▶ Try it
Search the data for the string "list" and copy each line in which it appears.

*** Opening Raw data ***

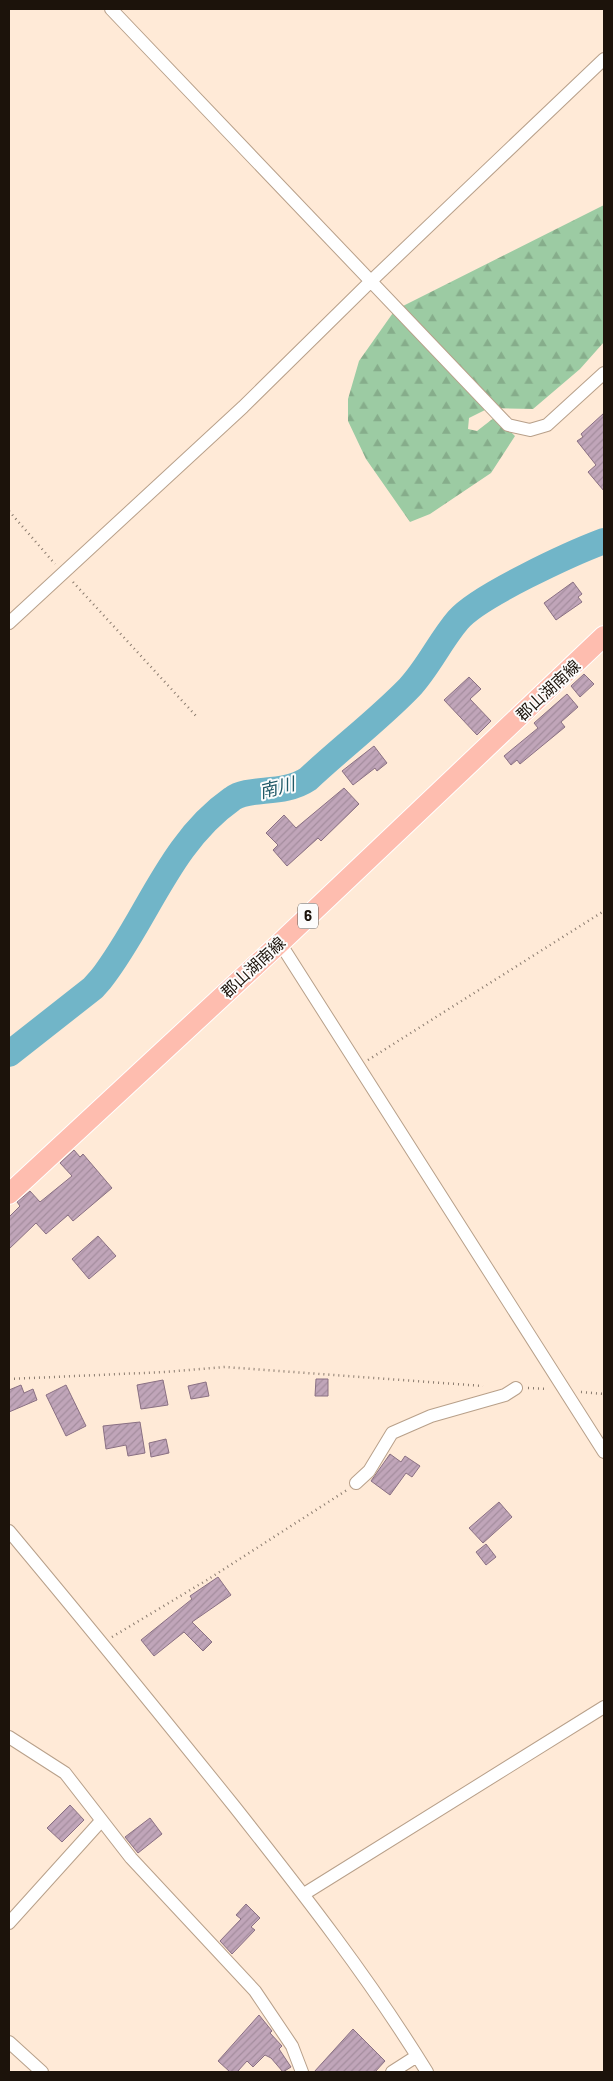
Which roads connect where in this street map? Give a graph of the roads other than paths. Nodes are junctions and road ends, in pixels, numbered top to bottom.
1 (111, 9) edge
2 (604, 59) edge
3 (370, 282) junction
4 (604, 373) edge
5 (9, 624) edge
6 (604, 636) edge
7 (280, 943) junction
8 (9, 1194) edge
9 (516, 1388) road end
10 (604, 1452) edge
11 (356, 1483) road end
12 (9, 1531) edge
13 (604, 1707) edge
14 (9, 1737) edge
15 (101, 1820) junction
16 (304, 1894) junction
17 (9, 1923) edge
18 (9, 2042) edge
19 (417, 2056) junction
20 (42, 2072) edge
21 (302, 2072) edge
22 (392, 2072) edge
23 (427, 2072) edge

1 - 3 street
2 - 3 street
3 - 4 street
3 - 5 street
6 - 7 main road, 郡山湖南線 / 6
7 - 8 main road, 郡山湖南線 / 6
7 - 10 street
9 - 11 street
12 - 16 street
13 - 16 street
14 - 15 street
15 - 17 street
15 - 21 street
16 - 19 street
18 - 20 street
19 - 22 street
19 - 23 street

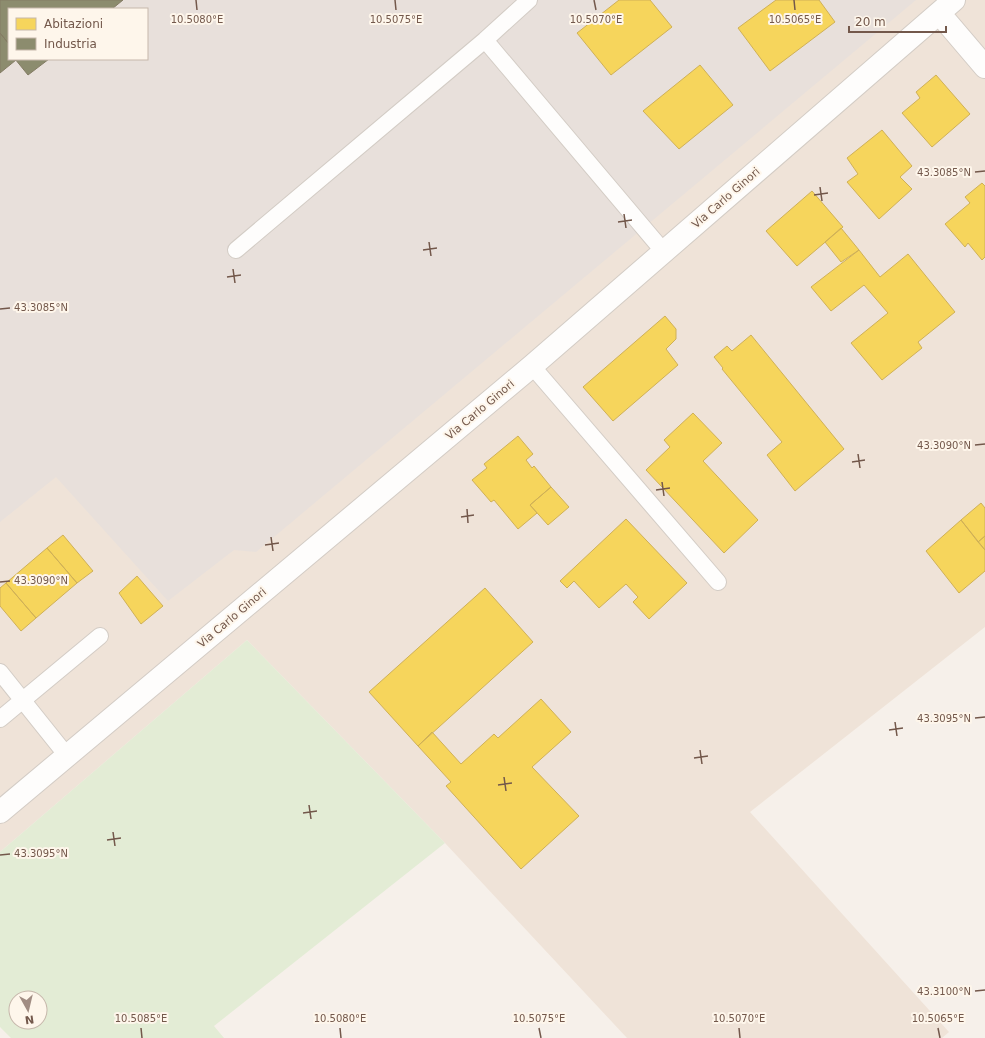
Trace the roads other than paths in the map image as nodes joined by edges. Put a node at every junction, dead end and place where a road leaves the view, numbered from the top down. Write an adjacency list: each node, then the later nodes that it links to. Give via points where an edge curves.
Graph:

*** Closing Raw data ***
*** Opening Raw data ***

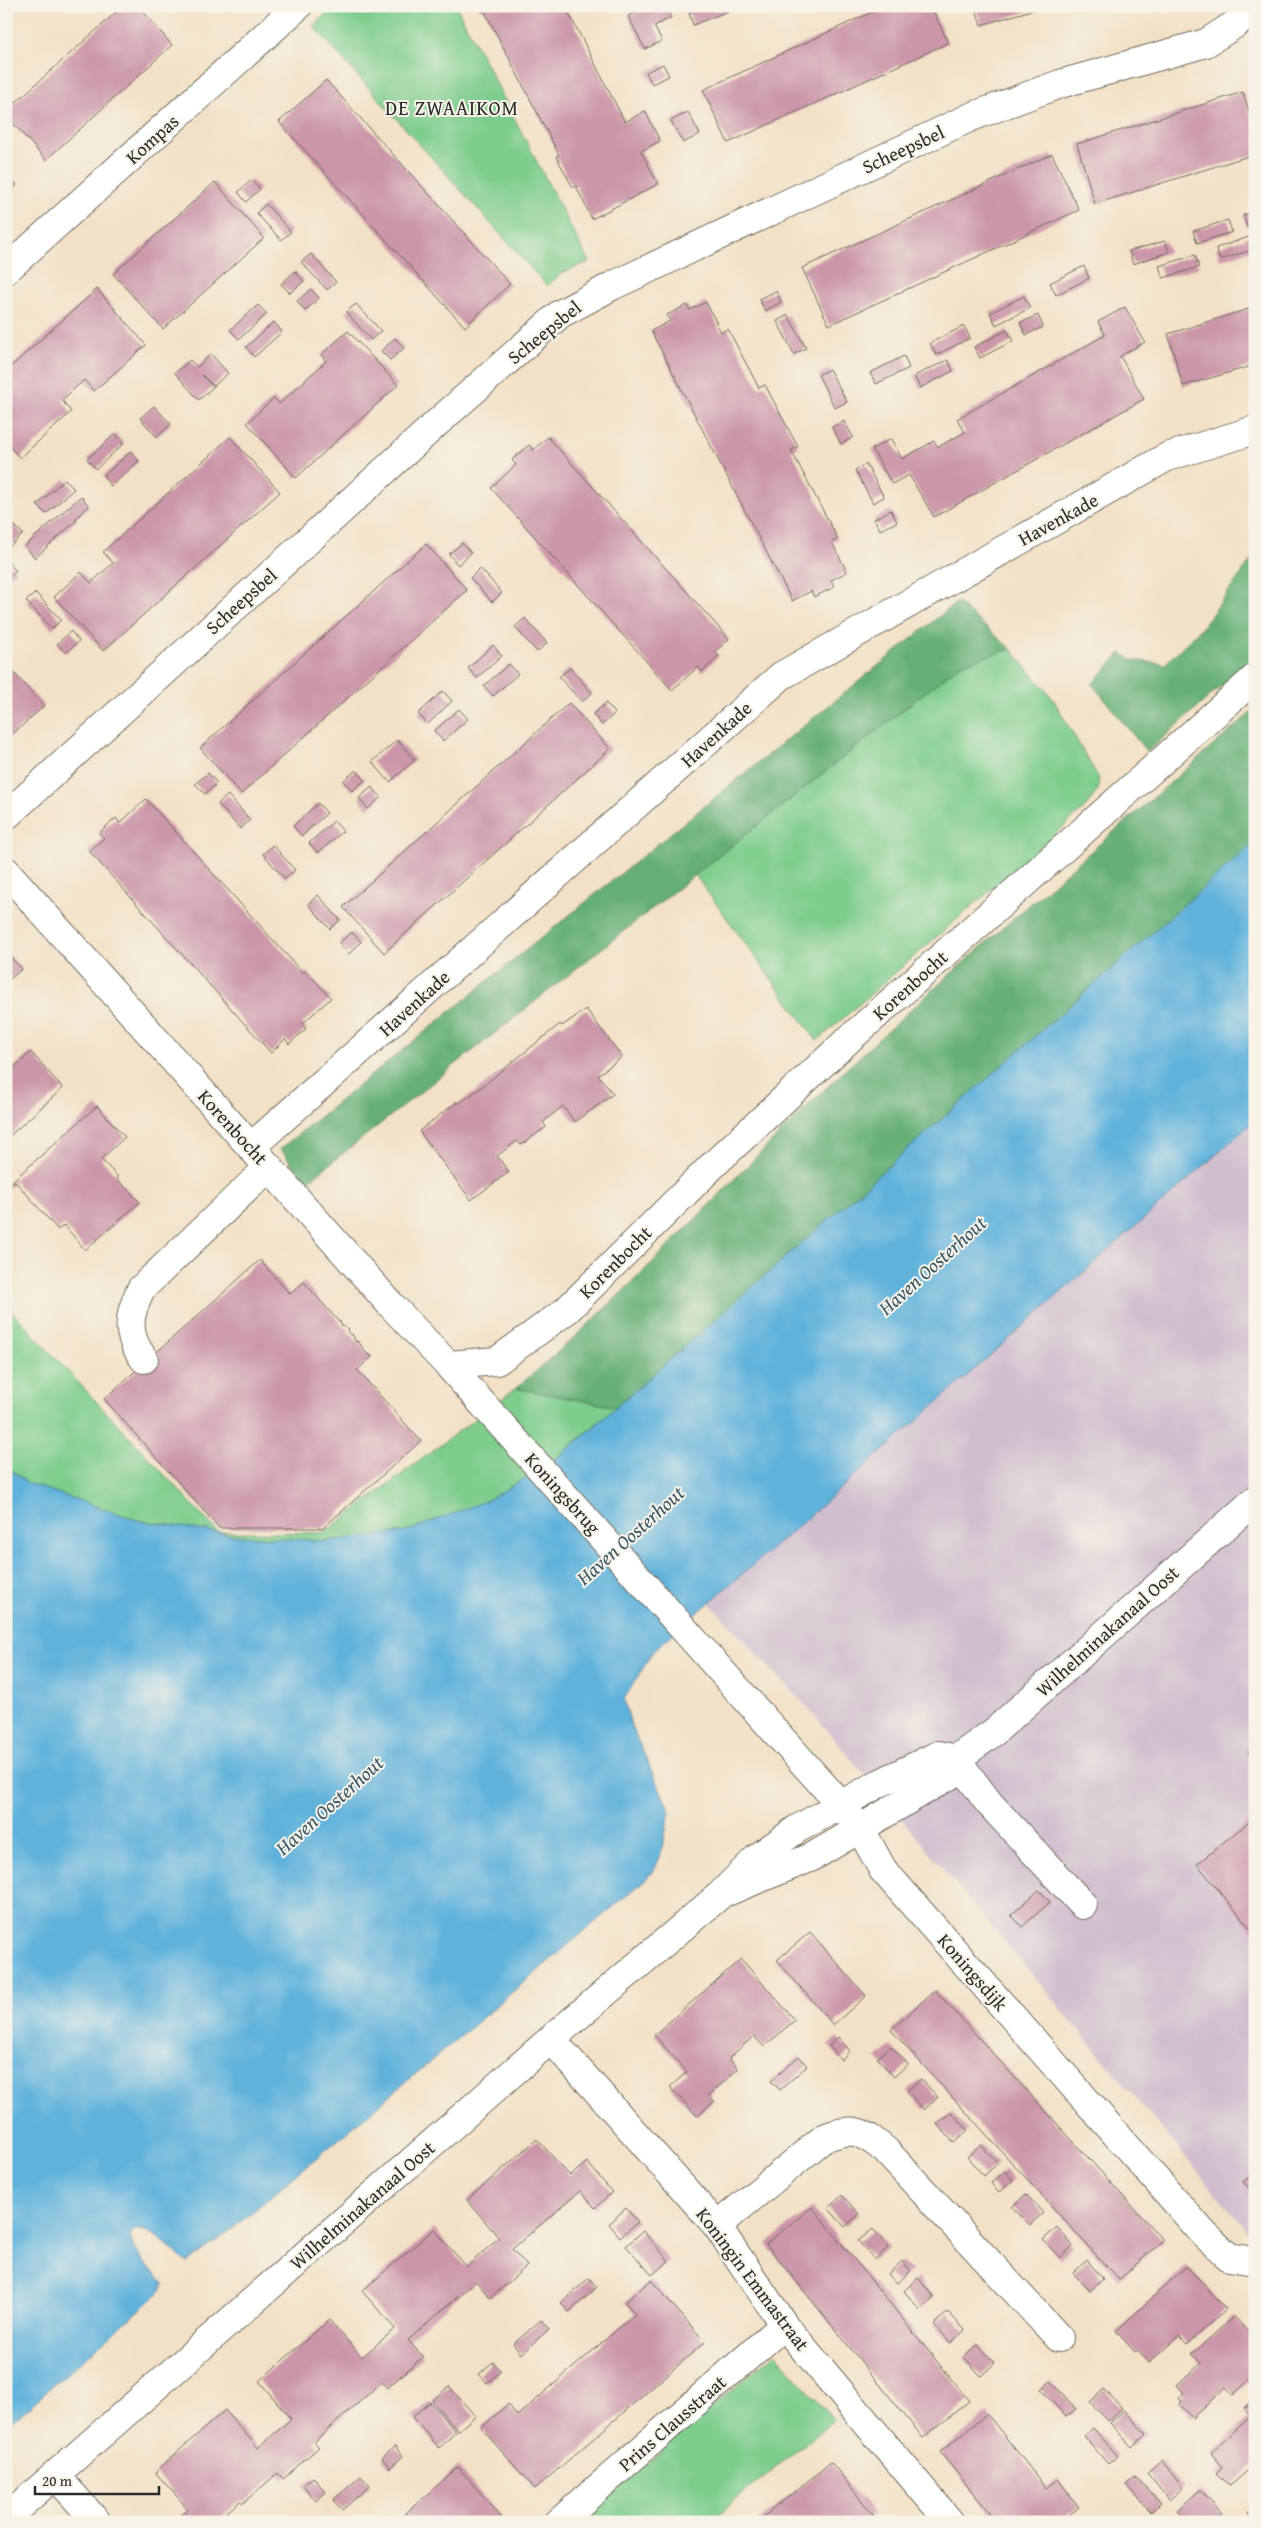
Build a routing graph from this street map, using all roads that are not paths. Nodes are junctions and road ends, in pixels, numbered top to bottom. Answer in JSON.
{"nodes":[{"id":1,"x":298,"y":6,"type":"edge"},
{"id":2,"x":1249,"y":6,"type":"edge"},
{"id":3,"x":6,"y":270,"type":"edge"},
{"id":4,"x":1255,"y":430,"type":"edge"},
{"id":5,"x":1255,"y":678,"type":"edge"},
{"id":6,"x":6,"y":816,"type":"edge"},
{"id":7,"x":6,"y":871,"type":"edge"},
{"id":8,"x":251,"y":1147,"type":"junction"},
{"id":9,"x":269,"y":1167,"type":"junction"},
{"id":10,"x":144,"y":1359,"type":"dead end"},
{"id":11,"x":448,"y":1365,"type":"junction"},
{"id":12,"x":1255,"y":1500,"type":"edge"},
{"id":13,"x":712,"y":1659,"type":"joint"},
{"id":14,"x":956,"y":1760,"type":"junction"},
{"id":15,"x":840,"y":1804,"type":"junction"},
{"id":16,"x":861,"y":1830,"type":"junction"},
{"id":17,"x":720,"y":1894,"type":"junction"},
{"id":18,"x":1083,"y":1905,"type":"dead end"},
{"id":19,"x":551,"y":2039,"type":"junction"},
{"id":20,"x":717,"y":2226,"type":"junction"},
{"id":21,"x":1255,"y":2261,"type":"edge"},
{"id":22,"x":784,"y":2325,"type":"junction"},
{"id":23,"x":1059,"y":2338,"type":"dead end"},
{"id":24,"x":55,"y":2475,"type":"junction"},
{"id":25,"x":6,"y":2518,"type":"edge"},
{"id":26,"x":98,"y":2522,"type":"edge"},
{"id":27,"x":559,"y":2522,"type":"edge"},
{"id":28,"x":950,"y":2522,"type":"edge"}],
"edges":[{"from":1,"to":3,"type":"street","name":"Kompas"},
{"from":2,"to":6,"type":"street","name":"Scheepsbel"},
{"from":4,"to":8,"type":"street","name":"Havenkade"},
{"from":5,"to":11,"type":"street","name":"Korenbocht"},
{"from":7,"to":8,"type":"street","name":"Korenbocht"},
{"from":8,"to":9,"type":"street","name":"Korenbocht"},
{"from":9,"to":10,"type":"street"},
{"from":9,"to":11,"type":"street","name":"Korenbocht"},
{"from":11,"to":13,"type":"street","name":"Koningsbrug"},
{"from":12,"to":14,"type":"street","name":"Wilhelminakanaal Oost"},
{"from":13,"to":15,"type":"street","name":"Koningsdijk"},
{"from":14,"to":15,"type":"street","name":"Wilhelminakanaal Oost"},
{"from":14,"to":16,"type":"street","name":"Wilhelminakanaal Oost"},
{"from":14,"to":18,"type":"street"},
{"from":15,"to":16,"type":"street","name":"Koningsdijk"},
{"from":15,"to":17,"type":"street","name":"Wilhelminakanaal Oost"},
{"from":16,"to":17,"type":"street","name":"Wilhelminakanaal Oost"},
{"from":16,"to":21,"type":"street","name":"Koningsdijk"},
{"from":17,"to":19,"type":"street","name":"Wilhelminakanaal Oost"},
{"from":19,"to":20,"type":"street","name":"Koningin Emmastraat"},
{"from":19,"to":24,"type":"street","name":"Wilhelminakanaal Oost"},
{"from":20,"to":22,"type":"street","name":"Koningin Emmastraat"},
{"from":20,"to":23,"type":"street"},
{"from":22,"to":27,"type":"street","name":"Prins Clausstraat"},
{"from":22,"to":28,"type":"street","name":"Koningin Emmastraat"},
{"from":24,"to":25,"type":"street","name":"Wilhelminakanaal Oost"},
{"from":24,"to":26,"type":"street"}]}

*** Closing Raw data ***
*** Opening Raw data ***

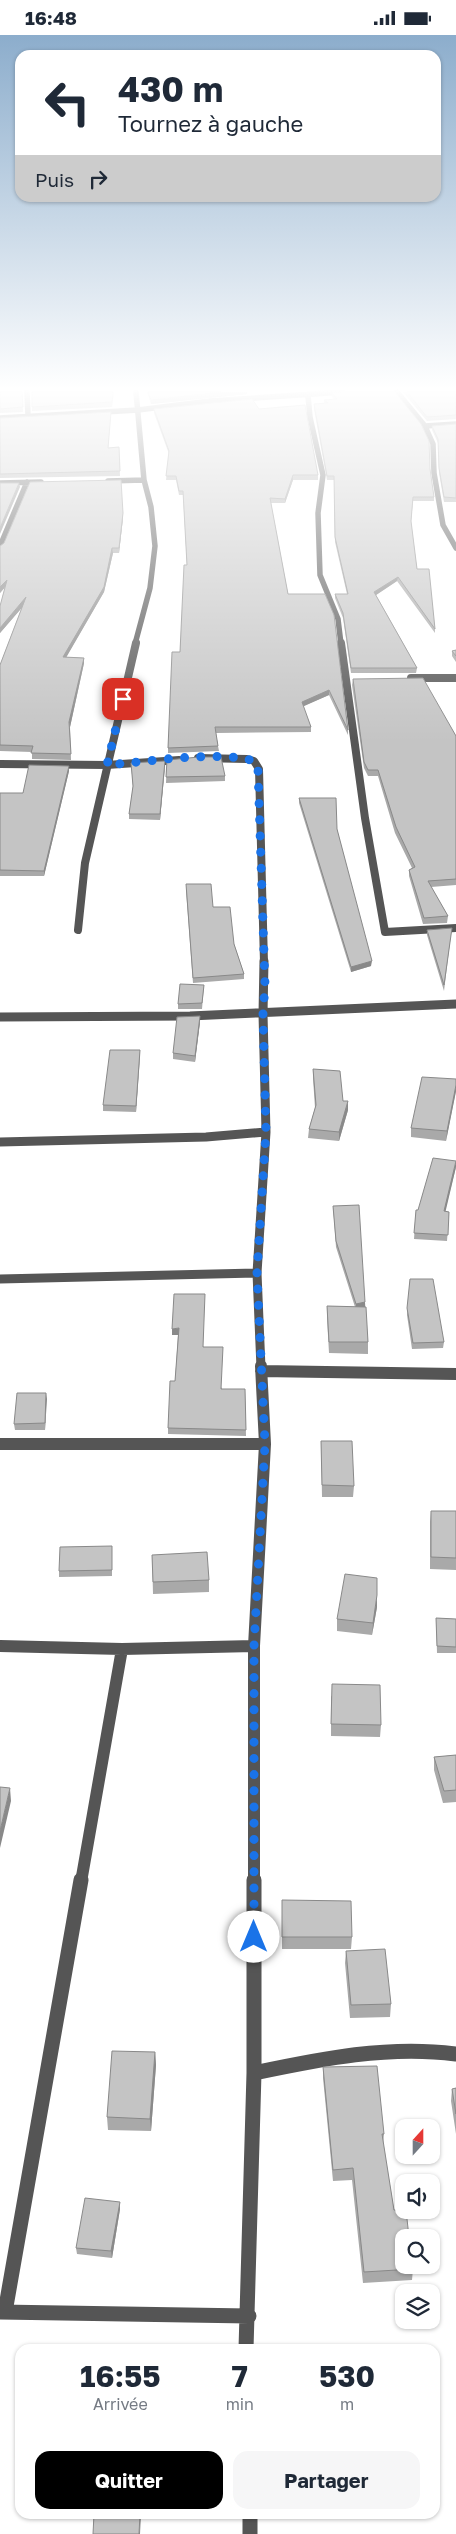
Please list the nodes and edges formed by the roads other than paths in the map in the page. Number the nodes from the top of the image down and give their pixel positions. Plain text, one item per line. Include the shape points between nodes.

*** Closing Raw data ***

▶ Finished task
Trace the roads other than paths in the map image as nodes joined by edges. Put a node at every junction, dead end and place where a road leaves the view, numbered from the top down. Write an adjacency list: each node, then the later nodes that it links to. Give via points where an edge curves.
Please list the nodes and edges formed by the roads other than paths in the map in the page. Number the nodes from the top of the image down and give their pixel positions. Plain text, one item per line. Include the shape points between nodes.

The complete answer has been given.